Even though smoking can exacerbate respiratory conditions and limit the efficacy of their treatment, patients often purchase cigarettes while filling prescriptions for asthma or antihypertensive drugs at pharmacies.
Even though smoking can exacerbate respiratory conditions and limit the efficacy of their treatment, patients often purchase cigarettes while filling prescriptions for asthma or antihypertensive drugs at pharmacies, a research letter published online on October 20, 2014, in JAMA Internal Medicine has found.
For the study, a team of researchers analyzed 361,114 patients who received pharmacy benefits through CVS Caremark, the prescription benefit management subsidiary of CVS Health, and filled a statin prescription between January 2011 and June 2012, prior to the company’s move to discontinue tobacco sales.
Within that cohort, the researchers identified 38,393 patients who filled a prescription for an antihypertensive, asthma or chronic obstructive pulmonary disease (COPD), or oral contraceptive (OC) medication. Among those patients, 6% of those taking an asthma or COPD medication, 5.1% of those taking an antihypertensive drug, and 4.8% of those using an OC medication made at least 1 cigarette co-purchase. Furthermore, roughly 1 in 20 patients taking medications across 3 of those drug classes made cigarette co-purchases every other month, on average, at the pharmacy.
The researchers pointed out that cigarette smoking can impair respiratory disease management, increase the odds of atherosclerosis and coronary heart disease among those with hypertension, and raise the risk of myocardial infarction and venous thromboembolism among OC users aged older than 35 years.
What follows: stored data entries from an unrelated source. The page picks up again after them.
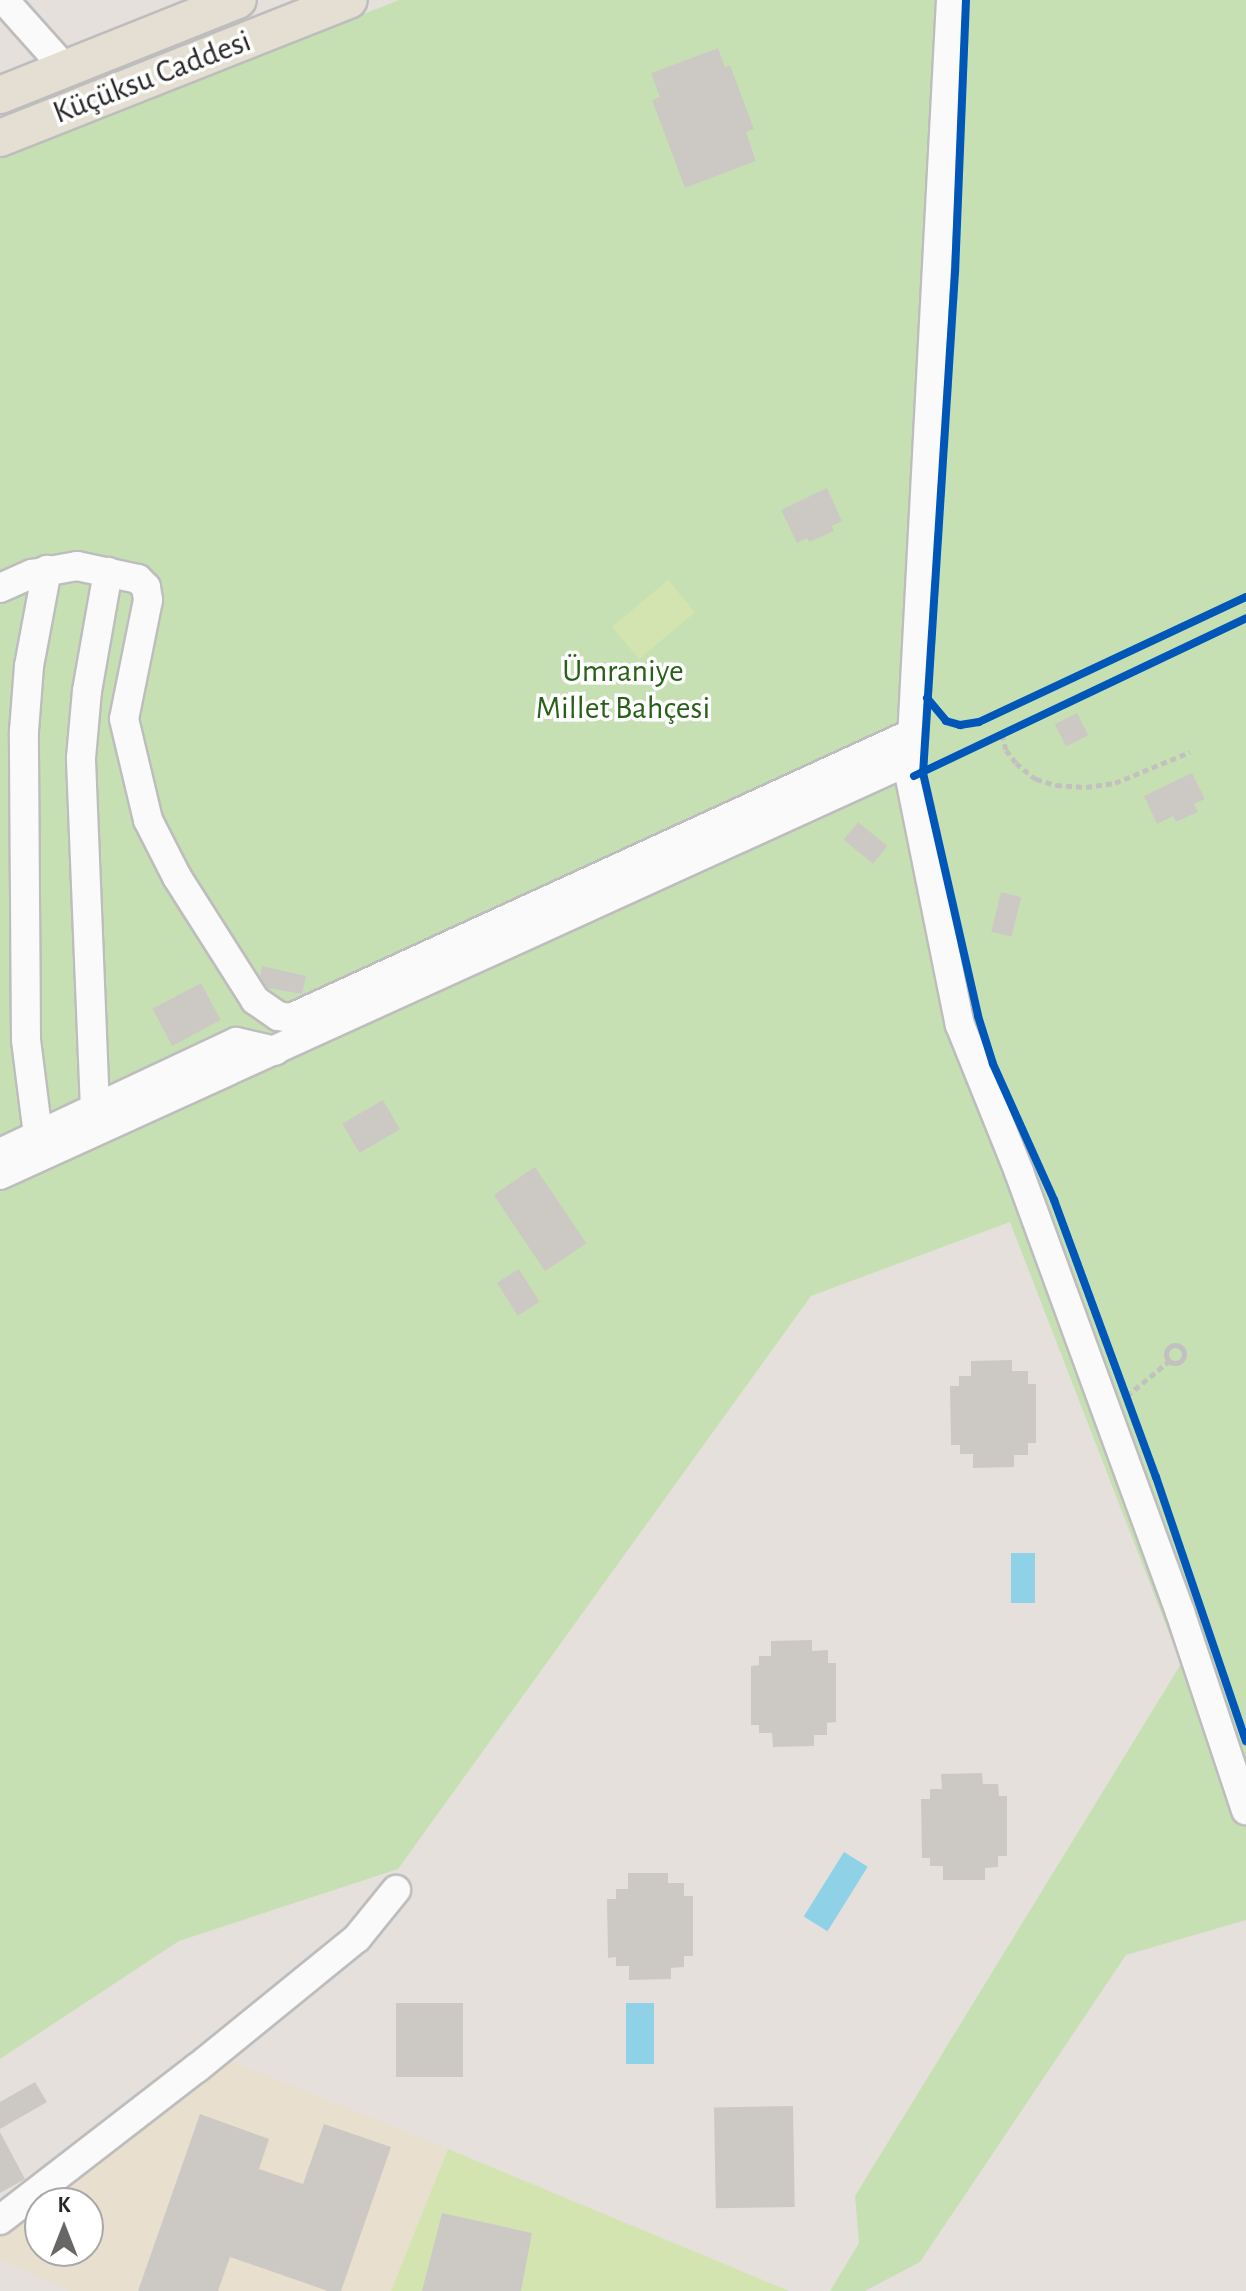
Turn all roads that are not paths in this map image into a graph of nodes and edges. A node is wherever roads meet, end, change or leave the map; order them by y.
1 (4, 0) edge
2 (238, 0) edge
3 (349, 0) edge
4 (951, 0) edge
5 (64, 67) junction
6 (0, 95) edge
7 (84, 102) junction
8 (0, 138) edge
9 (47, 570) junction
10 (108, 572) junction
11 (0, 588) edge
12 (912, 746) junction
13 (275, 1051) junction
14 (95, 1109) junction
15 (38, 1135) junction
16 (0, 1153) edge
17 (0, 1175) edge
18 (1246, 1810) edge
19 (396, 1890) dead end
20 (0, 2220) edge

1 - 5 street
2 - 5 main road, Küçüksu Caddesi
3 - 7 main road, Küçüksu Caddesi
4 - 12 street
5 - 6 main road, Küçüksu Caddesi
5 - 7 main road
7 - 8 main road, Küçüksu Caddesi
9 - 10 street
9 - 11 street
9 - 15 street
10 - 12 street
10 - 14 street
12 - 13 street
12 - 18 street
13 - 14 street
13 - 17 street
14 - 15 street
15 - 16 street
19 - 20 street

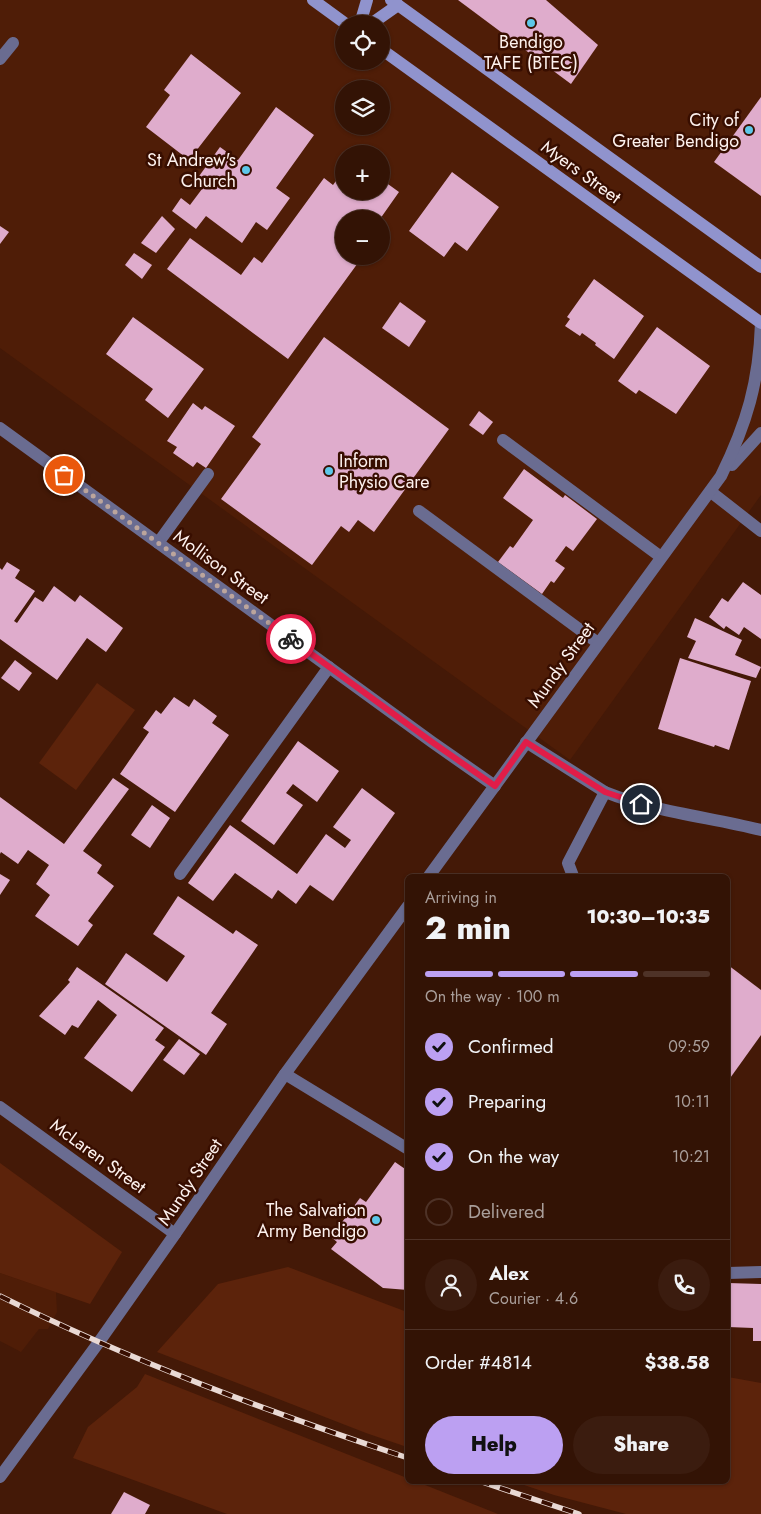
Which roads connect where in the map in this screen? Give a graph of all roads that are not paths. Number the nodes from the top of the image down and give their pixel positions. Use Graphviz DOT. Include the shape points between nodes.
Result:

“A visit to the pharmacy to fill a prescription is, paradoxically, often an opportunity to purchase cigarettes,” the authors of the research letter noted. “The decision of some pharmacies, including CVS, to stop selling cigarettes has been met with widespread support from public health and medical organizations. Similar actions by other pharmacies may help prevent cigarette purchasing by individuals at greatest risk.”
The study was supported by an unrestricted grant from CVS Health to Brigham and Women’s Hospital.